Bubba, once again you demonstrate how SWAPA isn't a real union. It's just a collection of selfish pricks looking out for number one. ALPA bargaining policy prohibits PFT at ALPA carriers, and requires NCs to bargain it away if it exists. It's damaging to the profession, and it's the responsibility of a real union to eliminate such threats, just like the B scale in the '80s. But you don't care, because you're not a trade unionist. As long as everything is okay for you, you don't care about anything else. It's the mantra of the SWAhole: "what's in it for ME?!"
Dude--your blind hatred for Southwest is just making you stupid. You know that?
You're really gonna make a stand that SWAPA is a bunch of "selfish pricks looking out for number one," based on not wasting negotiating capital to change the company's hiring minimums? Seriously, that's your argument? That's pretty damn funny, actually.
Let's talk about "selfish pricks," shall we?
Q: How many ALPA carriers have literally sold their own brethren down the river (i.e. allowed outsourced flying to the cheapest regional) in return for an extra percentage point or two in a contract raise?
A: Most, if not all of them. Bad for the entire industry. Selfish pricks, right? SWAPA has never moved backward on scope, and has expended substantial negotiating capital continually strengthening its scope, to the point where now it's the industry's gold standard. The first thing SWAPA did when Southwest bought AirTran was get your profession-damaging outsourced flying eliminated.
Q: What union actually sacrificed one of its own chapters (over a thousand members) in hopes of luring a a larger pilot group to join it, for the sake of increased dues money?
A: ALPA, in the case of TWA ALPA and American Airline's APA, during their SLI. More selfish pricks, right?
Q: How many ALPA groups have allowed their junior members to be furloughed when they might have been able to prevent it?
A: A lot; possibly most of them. Maybe not as selfish as other things, but they certainly didn't go out of their way to save their juniors. To the best of my knowledge, SWAPA is the only pilot union to ever voluntarily ask the company to reduce everyone's hours (and pay), simply to prevent any junior members from being furloughed (when we lost the leases on some planes and total flying was cut).
Q: How many DFR lawsuits has ALPA lost for actually screwing over various subsets of its own members (and usually related to money)?

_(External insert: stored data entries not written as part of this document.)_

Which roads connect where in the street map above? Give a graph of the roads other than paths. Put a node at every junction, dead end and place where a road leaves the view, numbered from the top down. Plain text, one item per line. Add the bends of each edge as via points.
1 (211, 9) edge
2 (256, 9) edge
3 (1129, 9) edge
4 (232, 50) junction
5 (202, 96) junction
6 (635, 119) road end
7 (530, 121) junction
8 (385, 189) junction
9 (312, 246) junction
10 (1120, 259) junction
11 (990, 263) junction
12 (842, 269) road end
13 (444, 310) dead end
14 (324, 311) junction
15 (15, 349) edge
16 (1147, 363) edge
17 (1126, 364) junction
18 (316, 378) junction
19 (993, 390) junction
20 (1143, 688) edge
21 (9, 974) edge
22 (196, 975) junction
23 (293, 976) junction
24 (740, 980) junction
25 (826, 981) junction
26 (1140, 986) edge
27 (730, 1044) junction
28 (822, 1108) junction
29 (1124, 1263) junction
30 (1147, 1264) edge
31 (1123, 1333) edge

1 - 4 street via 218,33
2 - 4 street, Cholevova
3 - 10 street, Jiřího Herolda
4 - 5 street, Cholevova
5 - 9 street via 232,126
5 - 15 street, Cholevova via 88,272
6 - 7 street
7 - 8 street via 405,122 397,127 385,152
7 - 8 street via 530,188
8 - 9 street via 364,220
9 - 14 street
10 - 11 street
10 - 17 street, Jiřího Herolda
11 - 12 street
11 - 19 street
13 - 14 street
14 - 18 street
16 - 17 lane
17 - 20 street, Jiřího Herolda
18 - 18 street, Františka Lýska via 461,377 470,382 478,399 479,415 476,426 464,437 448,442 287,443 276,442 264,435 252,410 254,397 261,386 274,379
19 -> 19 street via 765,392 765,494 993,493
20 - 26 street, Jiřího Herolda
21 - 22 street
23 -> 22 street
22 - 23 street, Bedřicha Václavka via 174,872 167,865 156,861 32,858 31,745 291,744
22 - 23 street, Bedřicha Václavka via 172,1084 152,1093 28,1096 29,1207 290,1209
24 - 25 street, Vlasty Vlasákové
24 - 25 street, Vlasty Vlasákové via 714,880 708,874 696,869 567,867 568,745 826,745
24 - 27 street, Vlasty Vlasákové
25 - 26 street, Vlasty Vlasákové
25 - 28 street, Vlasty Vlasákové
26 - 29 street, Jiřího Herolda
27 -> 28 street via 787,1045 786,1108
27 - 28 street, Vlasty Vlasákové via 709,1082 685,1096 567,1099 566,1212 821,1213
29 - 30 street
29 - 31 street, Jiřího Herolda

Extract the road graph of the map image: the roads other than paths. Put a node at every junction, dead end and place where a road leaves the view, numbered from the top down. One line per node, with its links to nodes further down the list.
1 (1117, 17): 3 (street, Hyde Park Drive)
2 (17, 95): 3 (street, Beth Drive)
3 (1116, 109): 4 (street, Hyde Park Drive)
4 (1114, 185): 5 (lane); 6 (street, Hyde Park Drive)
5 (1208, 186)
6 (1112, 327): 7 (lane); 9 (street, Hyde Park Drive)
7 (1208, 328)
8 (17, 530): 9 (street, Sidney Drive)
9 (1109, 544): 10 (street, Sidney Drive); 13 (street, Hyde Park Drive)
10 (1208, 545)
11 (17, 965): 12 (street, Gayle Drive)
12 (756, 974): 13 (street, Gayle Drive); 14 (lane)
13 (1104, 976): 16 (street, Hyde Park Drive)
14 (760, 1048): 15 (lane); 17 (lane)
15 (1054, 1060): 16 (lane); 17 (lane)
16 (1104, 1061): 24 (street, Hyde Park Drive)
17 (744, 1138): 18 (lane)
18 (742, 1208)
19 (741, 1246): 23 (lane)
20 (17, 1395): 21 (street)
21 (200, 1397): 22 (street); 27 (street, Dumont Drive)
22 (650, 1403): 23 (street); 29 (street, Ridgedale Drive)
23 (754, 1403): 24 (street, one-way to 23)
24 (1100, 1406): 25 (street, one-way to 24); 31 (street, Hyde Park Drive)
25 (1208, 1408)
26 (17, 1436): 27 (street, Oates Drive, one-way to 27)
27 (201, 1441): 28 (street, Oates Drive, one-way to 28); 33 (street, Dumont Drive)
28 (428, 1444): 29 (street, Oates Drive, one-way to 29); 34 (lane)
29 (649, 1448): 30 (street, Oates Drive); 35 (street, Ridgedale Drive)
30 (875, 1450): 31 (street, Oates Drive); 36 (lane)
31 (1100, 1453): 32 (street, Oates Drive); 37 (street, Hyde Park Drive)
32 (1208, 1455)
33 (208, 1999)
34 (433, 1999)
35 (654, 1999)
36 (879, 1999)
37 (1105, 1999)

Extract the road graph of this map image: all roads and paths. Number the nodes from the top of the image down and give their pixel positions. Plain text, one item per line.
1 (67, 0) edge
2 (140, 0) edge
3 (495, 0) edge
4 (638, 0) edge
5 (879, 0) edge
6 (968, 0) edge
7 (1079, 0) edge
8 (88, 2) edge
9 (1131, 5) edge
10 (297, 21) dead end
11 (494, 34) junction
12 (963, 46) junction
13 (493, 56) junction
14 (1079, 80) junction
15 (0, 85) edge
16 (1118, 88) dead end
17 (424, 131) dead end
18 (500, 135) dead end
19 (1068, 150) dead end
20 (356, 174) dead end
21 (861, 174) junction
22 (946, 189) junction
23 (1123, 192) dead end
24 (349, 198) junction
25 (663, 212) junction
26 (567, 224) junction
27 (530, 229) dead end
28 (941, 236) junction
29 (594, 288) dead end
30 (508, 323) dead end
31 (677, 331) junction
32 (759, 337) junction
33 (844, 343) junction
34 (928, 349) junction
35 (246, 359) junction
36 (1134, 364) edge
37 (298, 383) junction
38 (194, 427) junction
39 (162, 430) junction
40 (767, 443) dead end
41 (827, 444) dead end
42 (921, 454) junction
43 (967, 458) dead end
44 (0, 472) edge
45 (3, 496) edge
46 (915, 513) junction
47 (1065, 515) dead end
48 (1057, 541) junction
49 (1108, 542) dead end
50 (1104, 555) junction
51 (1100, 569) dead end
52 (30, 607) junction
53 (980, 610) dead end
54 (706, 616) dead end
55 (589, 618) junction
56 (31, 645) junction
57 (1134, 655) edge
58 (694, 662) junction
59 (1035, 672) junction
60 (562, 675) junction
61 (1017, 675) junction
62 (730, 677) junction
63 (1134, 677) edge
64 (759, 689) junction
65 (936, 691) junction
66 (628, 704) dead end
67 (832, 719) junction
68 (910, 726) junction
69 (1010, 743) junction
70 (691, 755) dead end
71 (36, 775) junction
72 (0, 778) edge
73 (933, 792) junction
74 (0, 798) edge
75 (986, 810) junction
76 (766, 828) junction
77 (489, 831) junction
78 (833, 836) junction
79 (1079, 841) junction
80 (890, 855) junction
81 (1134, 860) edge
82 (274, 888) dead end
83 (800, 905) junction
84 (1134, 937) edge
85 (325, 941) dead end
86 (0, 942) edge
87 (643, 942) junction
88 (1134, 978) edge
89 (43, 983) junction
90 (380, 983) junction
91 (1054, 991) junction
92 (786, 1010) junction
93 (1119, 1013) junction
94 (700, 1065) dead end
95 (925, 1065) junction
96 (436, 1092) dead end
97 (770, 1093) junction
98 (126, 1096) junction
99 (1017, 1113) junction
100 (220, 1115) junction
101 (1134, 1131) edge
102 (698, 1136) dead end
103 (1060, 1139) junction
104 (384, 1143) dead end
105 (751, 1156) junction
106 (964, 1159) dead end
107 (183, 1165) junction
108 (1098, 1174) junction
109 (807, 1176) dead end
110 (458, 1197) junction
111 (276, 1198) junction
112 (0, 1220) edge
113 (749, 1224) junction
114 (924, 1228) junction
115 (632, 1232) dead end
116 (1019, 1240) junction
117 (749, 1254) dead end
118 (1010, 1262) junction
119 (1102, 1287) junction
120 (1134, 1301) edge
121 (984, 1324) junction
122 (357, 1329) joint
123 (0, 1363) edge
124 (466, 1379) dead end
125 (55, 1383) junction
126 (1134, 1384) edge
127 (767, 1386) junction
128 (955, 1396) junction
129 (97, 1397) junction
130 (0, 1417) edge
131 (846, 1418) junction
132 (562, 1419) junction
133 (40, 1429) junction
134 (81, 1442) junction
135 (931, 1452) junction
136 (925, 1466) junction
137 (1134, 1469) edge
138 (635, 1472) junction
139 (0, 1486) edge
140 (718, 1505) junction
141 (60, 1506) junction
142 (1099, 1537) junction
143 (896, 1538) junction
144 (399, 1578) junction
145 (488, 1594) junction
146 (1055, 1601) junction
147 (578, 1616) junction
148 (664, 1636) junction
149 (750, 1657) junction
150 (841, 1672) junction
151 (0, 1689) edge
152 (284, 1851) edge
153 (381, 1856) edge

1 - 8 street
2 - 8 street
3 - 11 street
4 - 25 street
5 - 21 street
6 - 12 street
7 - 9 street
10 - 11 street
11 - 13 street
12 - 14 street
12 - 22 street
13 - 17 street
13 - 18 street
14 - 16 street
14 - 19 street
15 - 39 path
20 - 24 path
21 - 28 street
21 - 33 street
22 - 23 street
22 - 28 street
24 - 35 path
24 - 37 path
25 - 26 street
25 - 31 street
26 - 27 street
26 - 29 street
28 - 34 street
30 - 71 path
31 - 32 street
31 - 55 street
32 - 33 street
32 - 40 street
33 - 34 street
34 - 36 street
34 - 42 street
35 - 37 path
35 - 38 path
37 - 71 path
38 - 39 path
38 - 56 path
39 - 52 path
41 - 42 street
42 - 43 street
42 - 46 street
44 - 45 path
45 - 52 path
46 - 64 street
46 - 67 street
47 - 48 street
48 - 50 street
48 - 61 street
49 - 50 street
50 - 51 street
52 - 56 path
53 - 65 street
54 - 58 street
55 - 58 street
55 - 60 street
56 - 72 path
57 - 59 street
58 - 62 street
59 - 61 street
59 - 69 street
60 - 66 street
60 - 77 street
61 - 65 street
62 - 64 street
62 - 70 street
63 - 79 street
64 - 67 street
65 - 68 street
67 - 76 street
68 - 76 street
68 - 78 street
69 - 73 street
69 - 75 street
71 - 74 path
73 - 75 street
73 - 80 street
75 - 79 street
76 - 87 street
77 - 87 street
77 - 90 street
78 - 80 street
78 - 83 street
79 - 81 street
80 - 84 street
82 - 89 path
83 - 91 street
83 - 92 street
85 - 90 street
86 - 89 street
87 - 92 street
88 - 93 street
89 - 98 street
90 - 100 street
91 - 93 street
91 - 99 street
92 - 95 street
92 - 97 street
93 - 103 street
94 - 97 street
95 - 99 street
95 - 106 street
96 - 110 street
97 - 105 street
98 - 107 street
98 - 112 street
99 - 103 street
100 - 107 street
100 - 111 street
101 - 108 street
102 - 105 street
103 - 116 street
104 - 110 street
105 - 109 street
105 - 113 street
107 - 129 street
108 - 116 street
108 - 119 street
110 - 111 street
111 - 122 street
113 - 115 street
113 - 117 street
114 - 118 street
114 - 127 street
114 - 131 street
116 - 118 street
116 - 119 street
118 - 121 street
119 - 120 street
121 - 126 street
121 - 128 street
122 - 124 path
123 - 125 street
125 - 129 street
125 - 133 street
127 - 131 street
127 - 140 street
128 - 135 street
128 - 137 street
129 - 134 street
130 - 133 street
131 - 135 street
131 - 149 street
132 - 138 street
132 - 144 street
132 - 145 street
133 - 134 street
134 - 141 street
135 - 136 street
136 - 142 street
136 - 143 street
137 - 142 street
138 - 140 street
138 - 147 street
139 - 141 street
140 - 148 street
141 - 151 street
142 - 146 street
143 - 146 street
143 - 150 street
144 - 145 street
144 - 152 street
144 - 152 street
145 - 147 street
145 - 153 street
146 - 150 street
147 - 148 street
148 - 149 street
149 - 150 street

A: I don't actually know for sure what the number is (ironically, you may), but the number is damn sure more than the zero that applies in SWAPA's case. You're right that some union has a bunch of "selfish pricks" in it, but it isn't who you think.
And after all that, you're gonna' whine that SWAPA is "damaging the profession," just because our company has a hiring standard that you don't like, and we don't waste money to try to persuade them to change it? That's so sad, it's laughable. Your entire argument is a joke, PCL.
Requiring a type rating isn't PFT anymore than requiring an ATP was. I doubt that anyone at ALPA, other than you, would even consider it that. Regardless, however you want to try to spin an ALPA rule for your pathetic argument's sake, it wouldn't matter anyway--federal law trumps unions' "policy." Spending union dues money for the benefit of non-members (applicants that neither work for the company nor belong to the union) opens the door for lawsuits. But then again, getting your ass handed to you in court has never stopped you before.